══ Supplied records ══

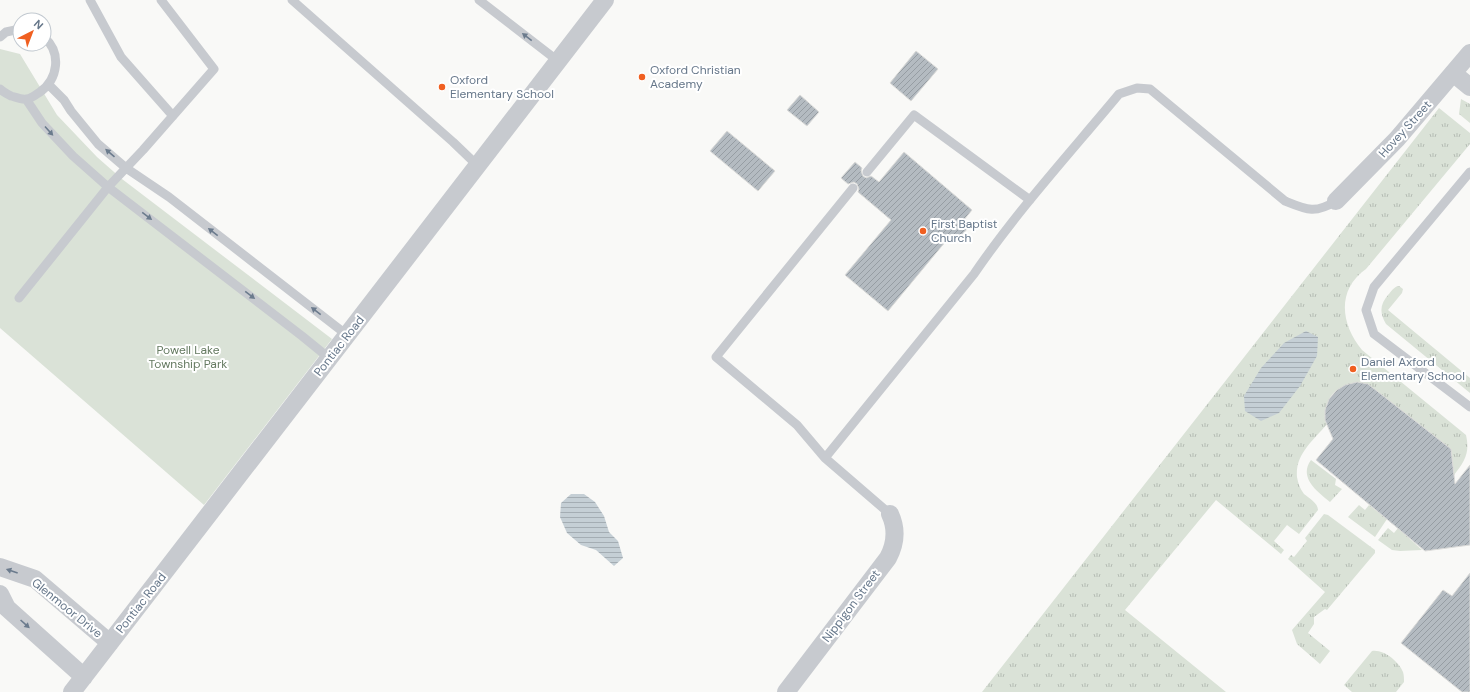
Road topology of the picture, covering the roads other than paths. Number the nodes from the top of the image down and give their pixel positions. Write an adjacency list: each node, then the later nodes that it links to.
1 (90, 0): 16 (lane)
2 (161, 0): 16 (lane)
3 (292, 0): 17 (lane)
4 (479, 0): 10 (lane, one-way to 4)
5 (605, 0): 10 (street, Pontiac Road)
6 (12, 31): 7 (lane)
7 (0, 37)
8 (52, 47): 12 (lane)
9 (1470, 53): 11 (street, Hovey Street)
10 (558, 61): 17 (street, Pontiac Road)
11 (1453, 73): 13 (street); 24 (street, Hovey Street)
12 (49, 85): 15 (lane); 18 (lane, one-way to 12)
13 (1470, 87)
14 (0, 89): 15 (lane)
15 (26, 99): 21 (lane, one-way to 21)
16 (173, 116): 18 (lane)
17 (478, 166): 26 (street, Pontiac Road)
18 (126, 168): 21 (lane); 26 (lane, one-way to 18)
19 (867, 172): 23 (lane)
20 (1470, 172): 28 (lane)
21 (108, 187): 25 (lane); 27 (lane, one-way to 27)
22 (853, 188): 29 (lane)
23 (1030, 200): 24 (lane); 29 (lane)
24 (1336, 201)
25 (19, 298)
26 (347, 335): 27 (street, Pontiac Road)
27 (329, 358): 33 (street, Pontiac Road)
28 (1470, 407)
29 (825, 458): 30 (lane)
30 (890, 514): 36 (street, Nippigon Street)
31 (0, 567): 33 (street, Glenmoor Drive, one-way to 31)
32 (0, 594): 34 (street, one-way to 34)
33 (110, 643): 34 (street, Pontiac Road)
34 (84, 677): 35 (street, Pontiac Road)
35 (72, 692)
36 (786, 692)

═══

Copy the data word for word, no pictures.

Exercise response:
Road topology of the picture, covering the roads other than paths. Number the nodes from the top of the image down and give their pixel positions. Write an adjacency list: each node, then the later nodes that it links to.
1 (90, 0): 16 (lane)
2 (161, 0): 16 (lane)
3 (292, 0): 17 (lane)
4 (479, 0): 10 (lane, one-way to 4)
5 (605, 0): 10 (street, Pontiac Road)
6 (12, 31): 7 (lane)
7 (0, 37)
8 (52, 47): 12 (lane)
9 (1470, 53): 11 (street, Hovey Street)
10 (558, 61): 17 (street, Pontiac Road)
11 (1453, 73): 13 (street); 24 (street, Hovey Street)
12 (49, 85): 15 (lane); 18 (lane, one-way to 12)
13 (1470, 87)
14 (0, 89): 15 (lane)
15 (26, 99): 21 (lane, one-way to 21)
16 (173, 116): 18 (lane)
17 (478, 166): 26 (street, Pontiac Road)
18 (126, 168): 21 (lane); 26 (lane, one-way to 18)
19 (867, 172): 23 (lane)
20 (1470, 172): 28 (lane)
21 (108, 187): 25 (lane); 27 (lane, one-way to 27)
22 (853, 188): 29 (lane)
23 (1030, 200): 24 (lane); 29 (lane)
24 (1336, 201)
25 (19, 298)
26 (347, 335): 27 (street, Pontiac Road)
27 (329, 358): 33 (street, Pontiac Road)
28 (1470, 407)
29 (825, 458): 30 (lane)
30 (890, 514): 36 (street, Nippigon Street)
31 (0, 567): 33 (street, Glenmoor Drive, one-way to 31)
32 (0, 594): 34 (street, one-way to 34)
33 (110, 643): 34 (street, Pontiac Road)
34 (84, 677): 35 (street, Pontiac Road)
35 (72, 692)
36 (786, 692)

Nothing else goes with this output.